UI researchers gain insight on basic mechanisms of new cancer treatment

IOWA CITY, Iowa -- A team of University of Iowa Health Care researchers is beginning to fill in the basic science blanks of how a new alternative treatment for various cancers works, or in some cases, doesn't work.

The UI investigation centers on a new cancer-killing strategy called photodynamic therapy (PDT). During PDT, patients first receive an injection of a special dye that accumulates in tumor cell membranes. The following day, patients are then exposed to a source of bright light designed to activate the dye and destroy the tumor.

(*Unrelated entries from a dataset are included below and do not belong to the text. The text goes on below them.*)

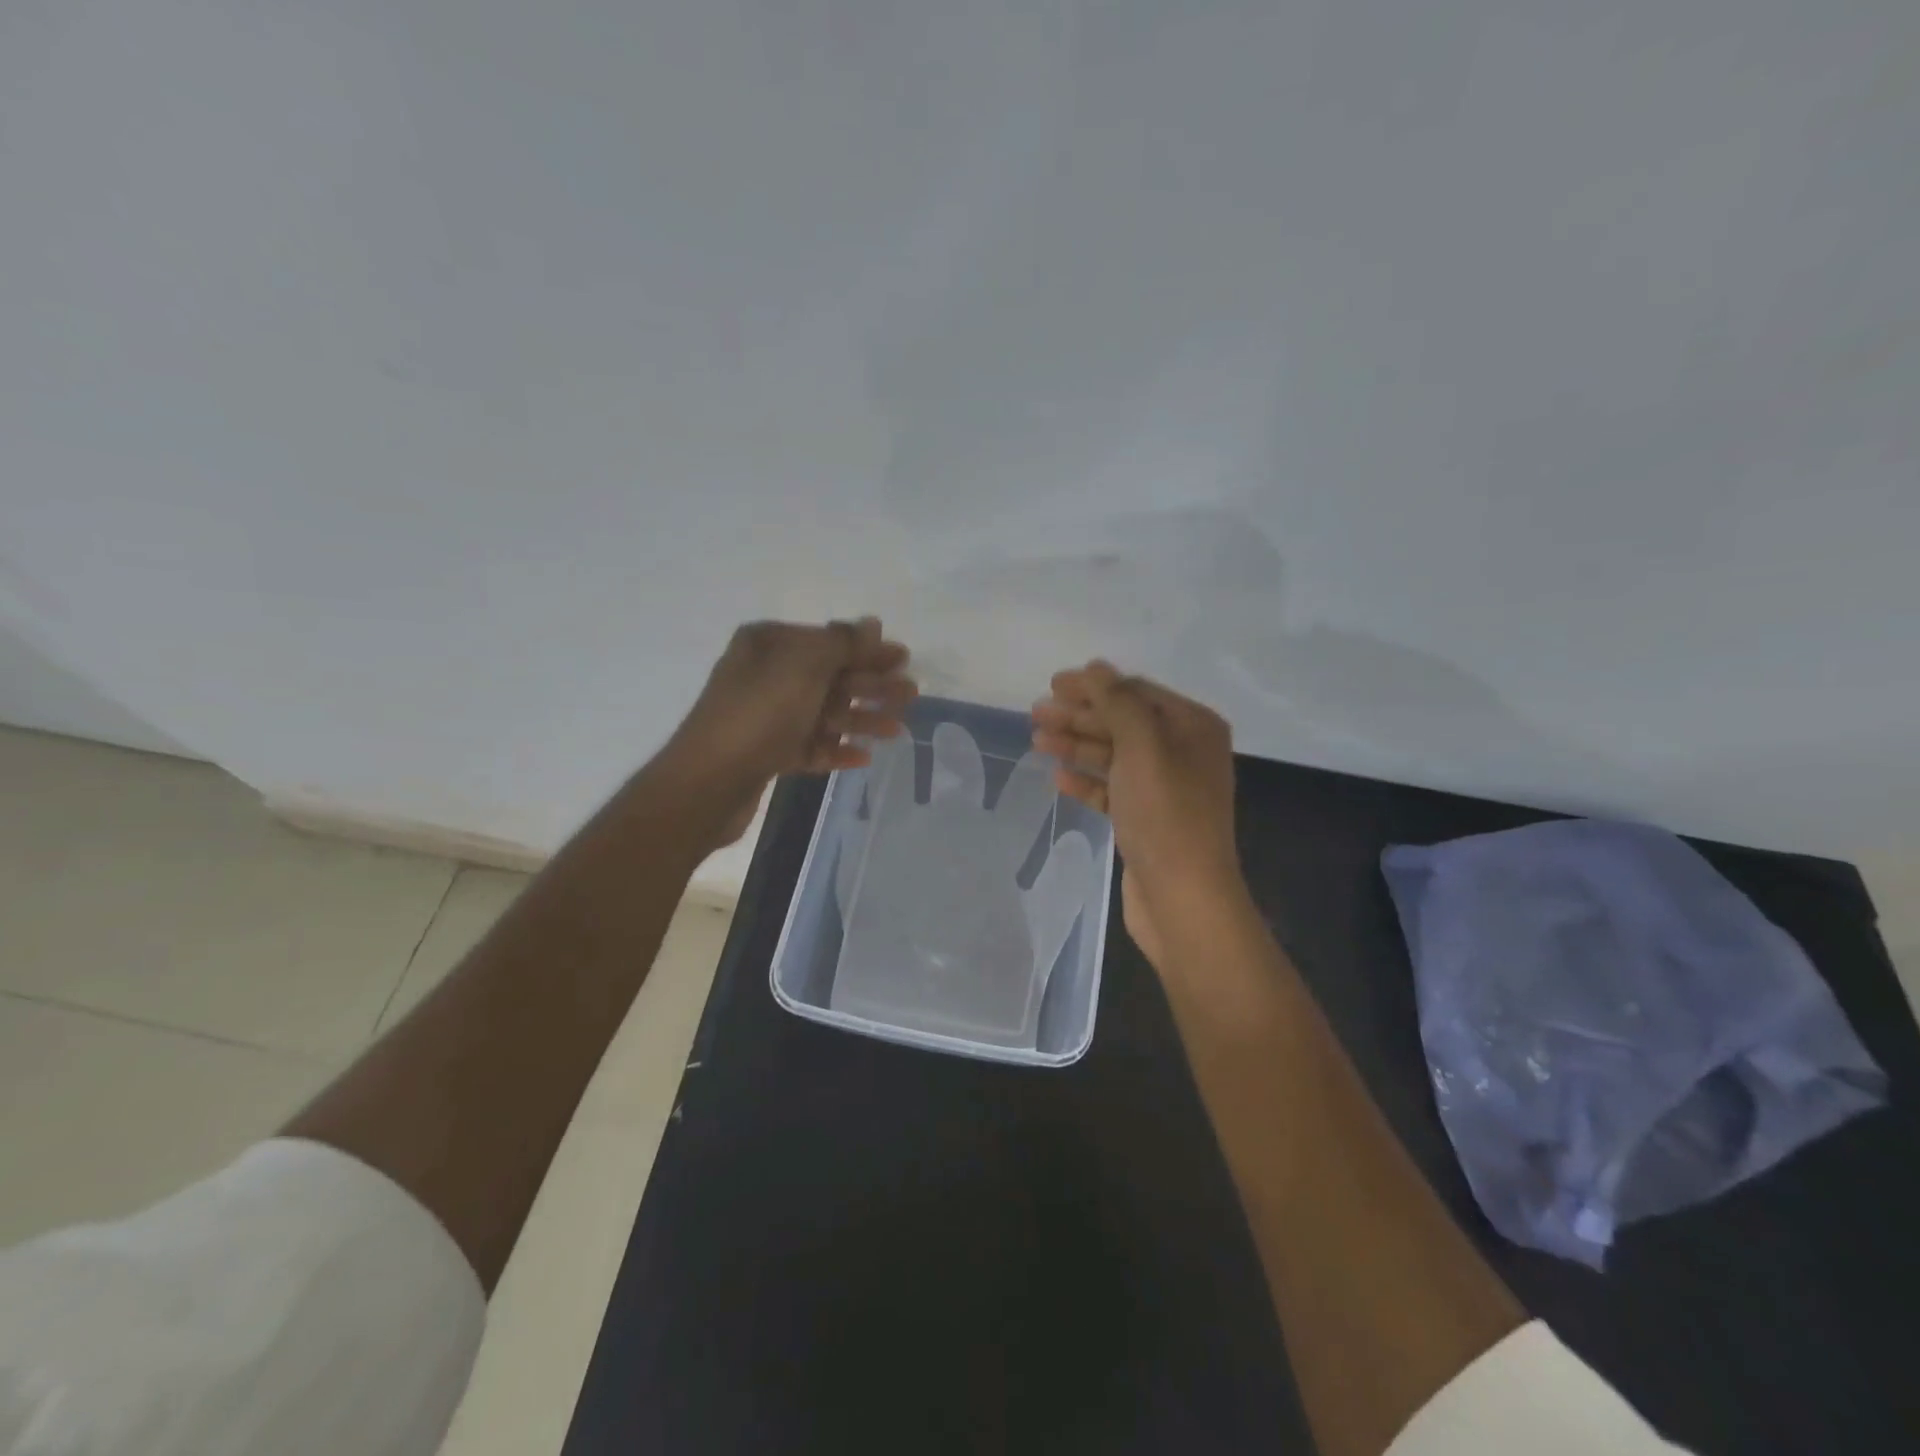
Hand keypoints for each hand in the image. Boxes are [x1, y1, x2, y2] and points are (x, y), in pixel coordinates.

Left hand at [668, 618, 915, 845]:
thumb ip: (842, 643)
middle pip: (830, 676)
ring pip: (824, 712)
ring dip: (861, 718)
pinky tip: (864, 756)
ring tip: (897, 730)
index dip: (867, 649)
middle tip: (910, 695)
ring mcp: (765, 716)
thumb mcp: (805, 666)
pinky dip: (836, 748)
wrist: (708, 782)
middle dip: (871, 685)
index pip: (827, 640)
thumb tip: (872, 622)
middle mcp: (765, 674)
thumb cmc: (759, 714)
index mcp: (768, 644)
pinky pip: (810, 745)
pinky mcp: (767, 753)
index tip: (904, 659)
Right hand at [1032, 662, 1244, 968]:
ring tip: (1037, 741)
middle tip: (1036, 713)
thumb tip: (1096, 667)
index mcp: (1194, 727)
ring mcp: (1166, 788)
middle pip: (1123, 722)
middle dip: (1080, 716)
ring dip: (1077, 746)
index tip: (1052, 684)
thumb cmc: (1165, 814)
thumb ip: (1117, 702)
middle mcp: (1184, 753)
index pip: (1137, 692)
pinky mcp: (1148, 820)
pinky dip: (1087, 781)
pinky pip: (1113, 789)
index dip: (1094, 686)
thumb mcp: (1142, 746)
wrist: (1183, 898)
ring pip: (1114, 756)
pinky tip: (1057, 778)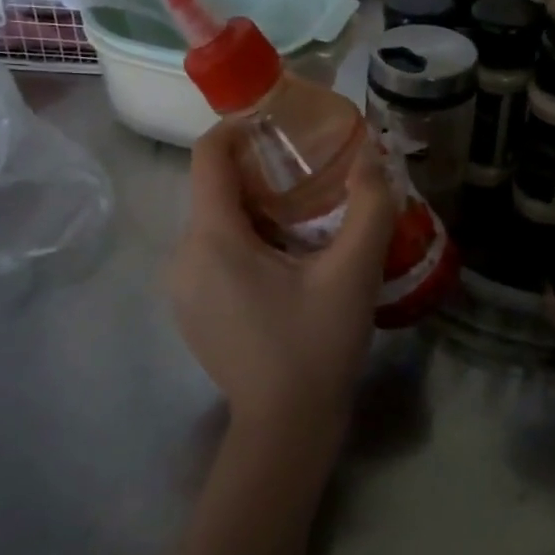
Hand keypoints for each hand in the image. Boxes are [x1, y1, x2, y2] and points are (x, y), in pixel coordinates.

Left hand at [168, 124, 395, 458]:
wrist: (284, 431)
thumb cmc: (315, 347)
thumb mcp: (353, 273)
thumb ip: (369, 206)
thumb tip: (373, 154)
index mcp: (212, 238)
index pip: (208, 155)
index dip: (240, 127)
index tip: (281, 123)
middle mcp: (183, 255)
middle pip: (215, 187)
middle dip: (259, 170)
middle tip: (311, 172)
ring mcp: (181, 287)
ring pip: (215, 220)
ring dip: (256, 205)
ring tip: (306, 214)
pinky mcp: (190, 309)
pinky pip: (212, 251)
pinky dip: (245, 237)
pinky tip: (286, 258)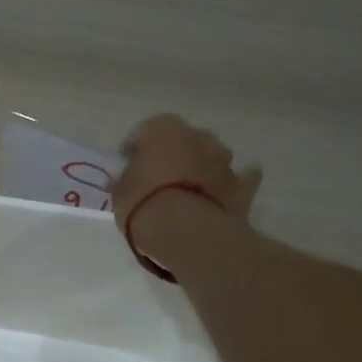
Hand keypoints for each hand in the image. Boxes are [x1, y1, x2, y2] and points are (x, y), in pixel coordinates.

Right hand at [112, 115, 260, 257]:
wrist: (188, 233)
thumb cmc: (144, 204)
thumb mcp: (119, 193)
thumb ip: (123, 181)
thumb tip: (123, 179)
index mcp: (164, 129)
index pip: (143, 132)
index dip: (132, 151)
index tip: (125, 168)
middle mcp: (197, 135)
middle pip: (181, 141)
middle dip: (171, 156)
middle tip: (156, 179)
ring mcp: (223, 159)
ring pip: (208, 157)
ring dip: (199, 168)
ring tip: (185, 192)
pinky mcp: (242, 185)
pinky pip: (236, 180)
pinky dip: (228, 185)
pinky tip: (220, 196)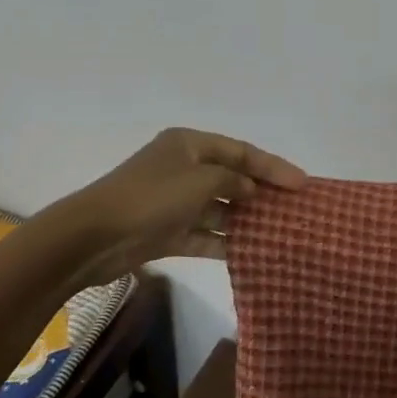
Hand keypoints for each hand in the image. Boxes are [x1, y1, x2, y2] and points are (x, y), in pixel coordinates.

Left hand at [70, 128, 304, 285]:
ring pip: (219, 208)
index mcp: (189, 145)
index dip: (272, 166)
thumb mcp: (199, 180)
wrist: (93, 237)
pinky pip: (204, 235)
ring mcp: (174, 202)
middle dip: (261, 192)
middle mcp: (183, 169)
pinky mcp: (167, 232)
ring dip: (245, 219)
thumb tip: (248, 189)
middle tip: (295, 208)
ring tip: (280, 232)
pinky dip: (224, 242)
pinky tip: (251, 252)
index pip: (241, 151)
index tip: (302, 183)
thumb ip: (232, 181)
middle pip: (232, 178)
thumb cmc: (150, 197)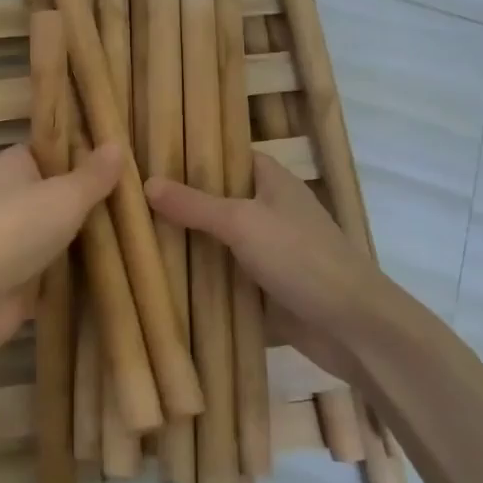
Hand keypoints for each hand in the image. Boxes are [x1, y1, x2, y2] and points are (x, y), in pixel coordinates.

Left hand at [0, 141, 122, 362]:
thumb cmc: (16, 228)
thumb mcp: (65, 195)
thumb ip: (93, 175)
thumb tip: (117, 145)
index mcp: (14, 166)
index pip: (51, 149)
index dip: (83, 152)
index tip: (123, 158)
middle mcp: (11, 198)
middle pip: (59, 193)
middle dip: (93, 199)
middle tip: (140, 197)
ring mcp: (15, 241)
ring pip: (60, 232)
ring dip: (90, 237)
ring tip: (141, 231)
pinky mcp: (20, 279)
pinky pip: (58, 269)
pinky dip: (80, 271)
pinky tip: (119, 268)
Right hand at [145, 152, 390, 384]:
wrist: (352, 327)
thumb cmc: (301, 257)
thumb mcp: (242, 222)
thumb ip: (194, 204)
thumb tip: (146, 183)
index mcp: (273, 182)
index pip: (229, 156)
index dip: (195, 155)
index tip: (151, 157)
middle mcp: (270, 211)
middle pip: (218, 200)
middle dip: (181, 203)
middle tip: (130, 200)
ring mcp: (268, 252)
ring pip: (219, 241)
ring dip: (187, 244)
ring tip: (134, 236)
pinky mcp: (264, 289)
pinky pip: (224, 277)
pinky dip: (200, 279)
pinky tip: (160, 278)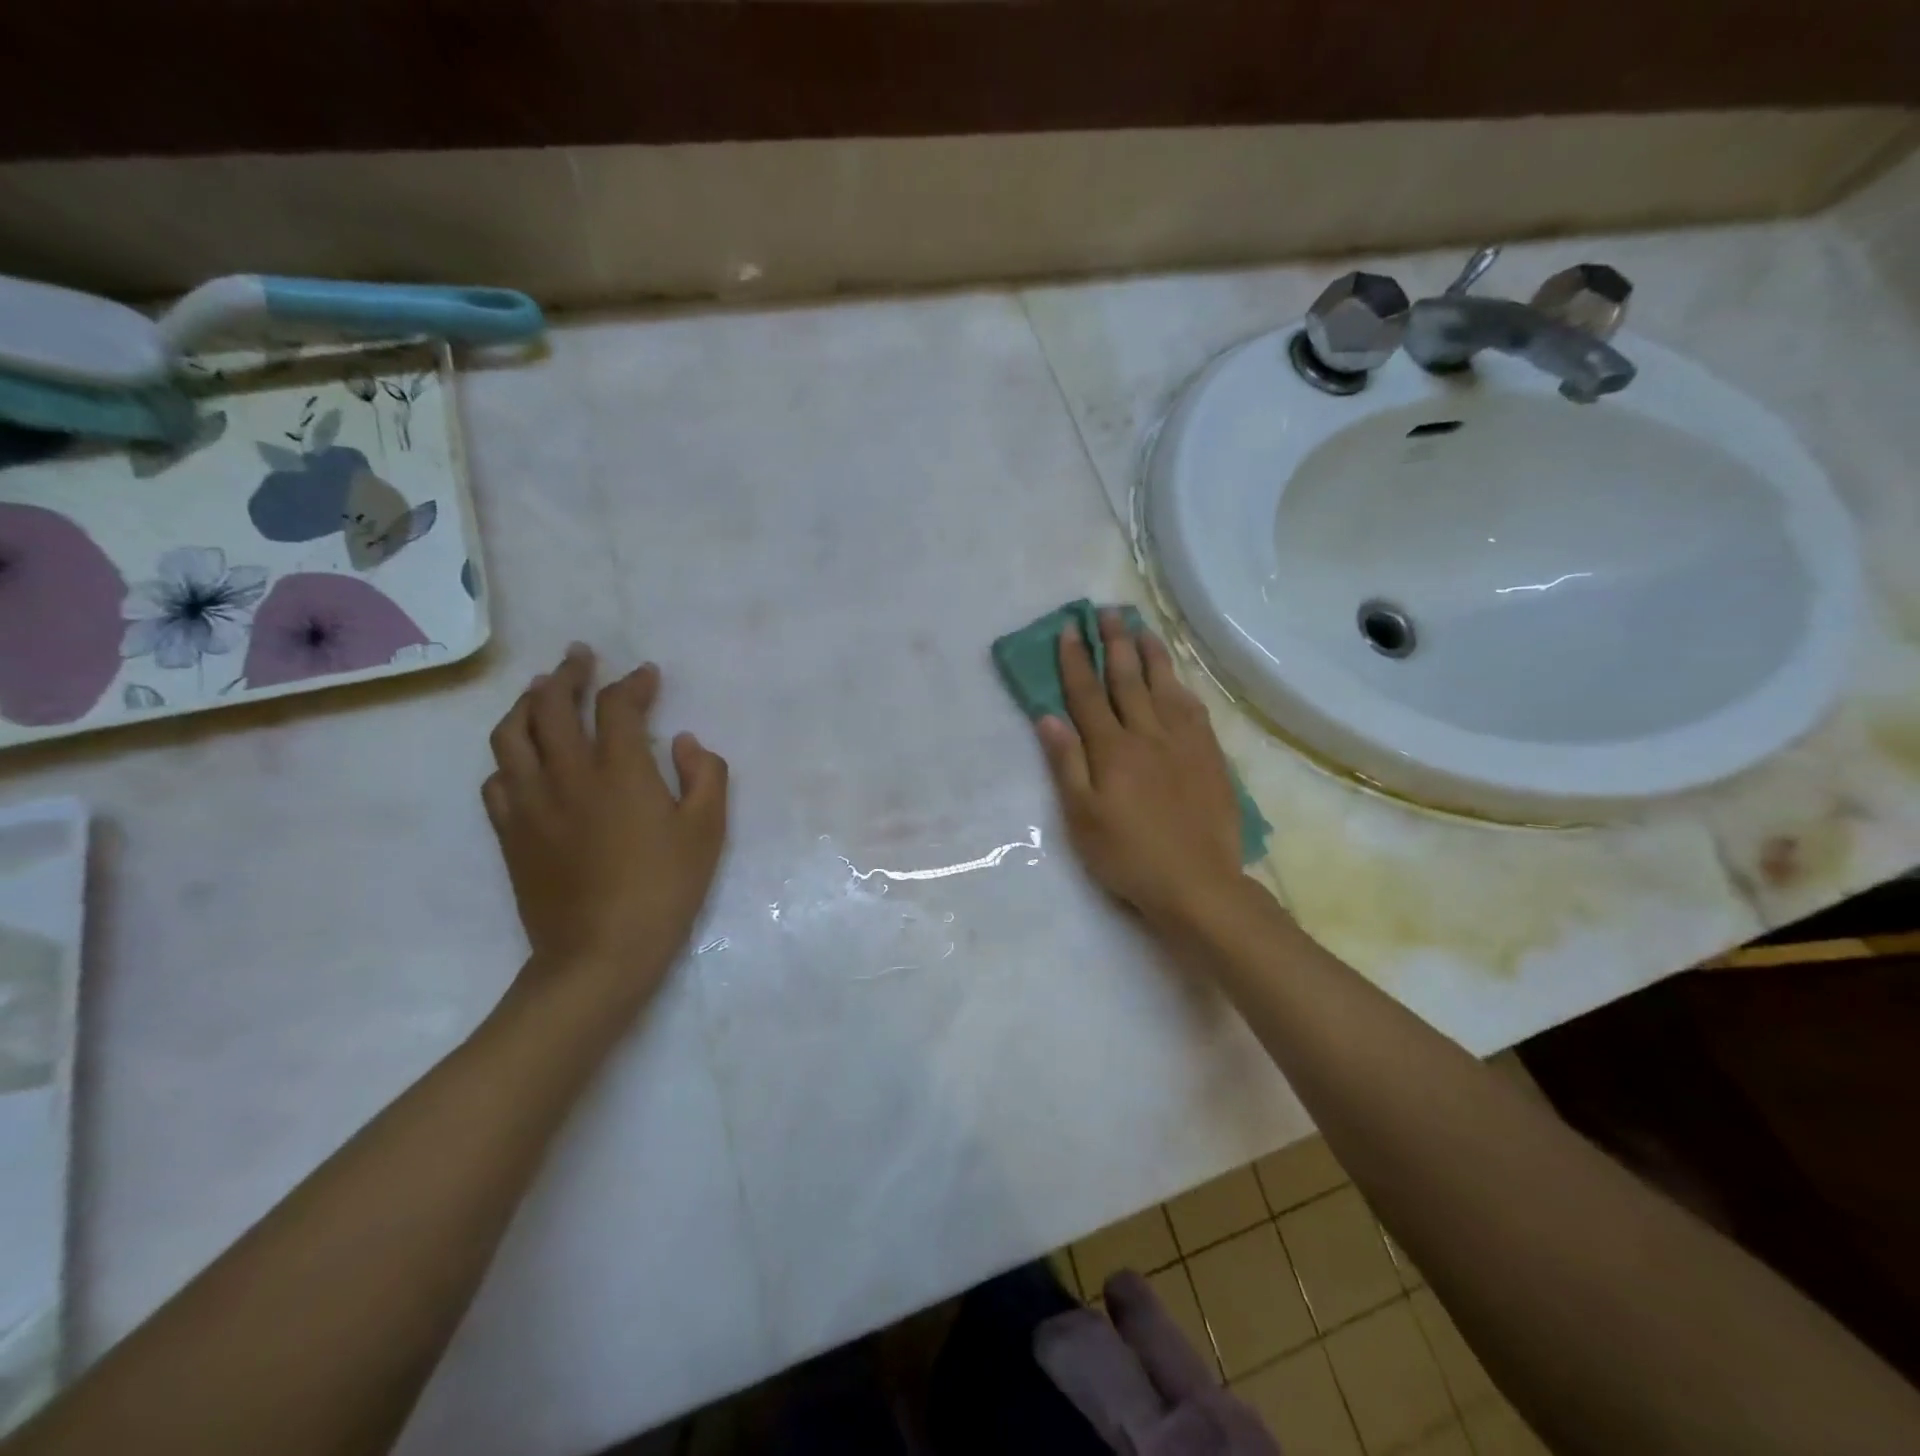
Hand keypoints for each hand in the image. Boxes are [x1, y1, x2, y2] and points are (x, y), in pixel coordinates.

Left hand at [484, 644, 727, 1003]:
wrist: (600, 952)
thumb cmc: (664, 889)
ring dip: (526, 703)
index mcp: (619, 770)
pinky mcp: (510, 831)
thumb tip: (684, 742)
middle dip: (567, 674)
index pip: (618, 706)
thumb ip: (705, 775)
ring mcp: (530, 802)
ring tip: (539, 690)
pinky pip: (496, 778)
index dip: (632, 683)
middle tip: (579, 657)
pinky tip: (521, 756)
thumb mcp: (707, 831)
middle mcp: (567, 774)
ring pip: (511, 734)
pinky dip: (508, 755)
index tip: (646, 674)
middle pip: (552, 706)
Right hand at [1036, 610, 1243, 927]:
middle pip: (1127, 680)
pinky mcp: (1209, 757)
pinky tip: (1178, 678)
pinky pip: (1194, 709)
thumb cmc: (1128, 856)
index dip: (1075, 661)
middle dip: (1114, 643)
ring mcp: (1183, 743)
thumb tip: (1048, 717)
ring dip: (1151, 654)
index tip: (1068, 630)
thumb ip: (1066, 764)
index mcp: (1112, 749)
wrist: (1197, 884)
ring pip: (1164, 687)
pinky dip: (1182, 686)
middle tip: (1107, 611)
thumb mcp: (1082, 817)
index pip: (1088, 694)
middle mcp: (1148, 735)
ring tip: (1142, 628)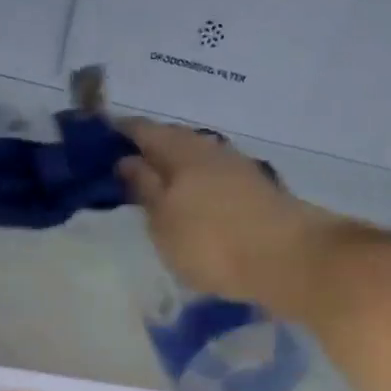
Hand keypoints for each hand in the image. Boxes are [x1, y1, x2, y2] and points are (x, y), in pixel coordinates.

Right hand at [117, 119, 348, 312]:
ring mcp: (240, 170)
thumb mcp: (164, 221)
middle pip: (175, 142)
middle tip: (128, 167)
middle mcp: (212, 151)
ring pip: (199, 161)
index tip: (101, 137)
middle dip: (151, 150)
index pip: (144, 130)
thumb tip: (128, 160)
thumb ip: (144, 188)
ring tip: (160, 190)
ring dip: (178, 170)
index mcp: (182, 151)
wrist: (289, 260)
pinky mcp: (259, 193)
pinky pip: (217, 180)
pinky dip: (200, 187)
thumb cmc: (213, 242)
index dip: (121, 131)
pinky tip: (196, 205)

This treatment is proving beneficial for many patients; however, little is known about the basic mechanisms involved. Recently, Freya Q. Schafer, Ph.D., assistant research scientist in the UI Free Radical and Radiation Biology Program, and Garry R. Buettner, Ph.D., UI professor of radiology, found that as the lipid and protein compositions in the cell membrane changed, the responsiveness of the cell to PDT changed as well.

"We need to better understand how photodynamic therapy works so that we can begin to make it work better," Schafer said. "Depending upon whether you have a kidney, lung or bladder tumor, the tumor cells can be quite different and thus may react very differently, so treatments must be adjusted."

Details of the UI findings on PDT are included in a recent issue of the journal Photochemistry and Photobiology.

Schafer and Buettner studied nine different leukemia cell lines during their investigation. The duo wanted to determine cell protein and lipid content and then how the cells reacted to PDT. Schafer and Buettner also wanted to investigate the toxicity of singlet oxygen, which is produced during PDT. The UI researchers conducted their experiments using the photosensitizing dye called Photofrin.

The idea of using PDT dates back about a quarter of a century; however, it has been approved for use in the United States for only the last two years. Other clinicians and basic researchers are attempting to find ways to improve the therapy. Currently, second-generation photosensitizing dyes are in clinical trials. The improved dyes are excreted from the body faster; thus eliminating a person's prolonged sensitivity to light. Researchers are also looking at ways to increase the wavelength of the light used so that the light goes deeper into the tumors.

In addition to their lipid and protein investigation, Schafer and Buettner are looking at how other factors, such as antioxidant vitamins, affect PDT's effectiveness.

The UI investigation is funded by a National Institutes of Health grant.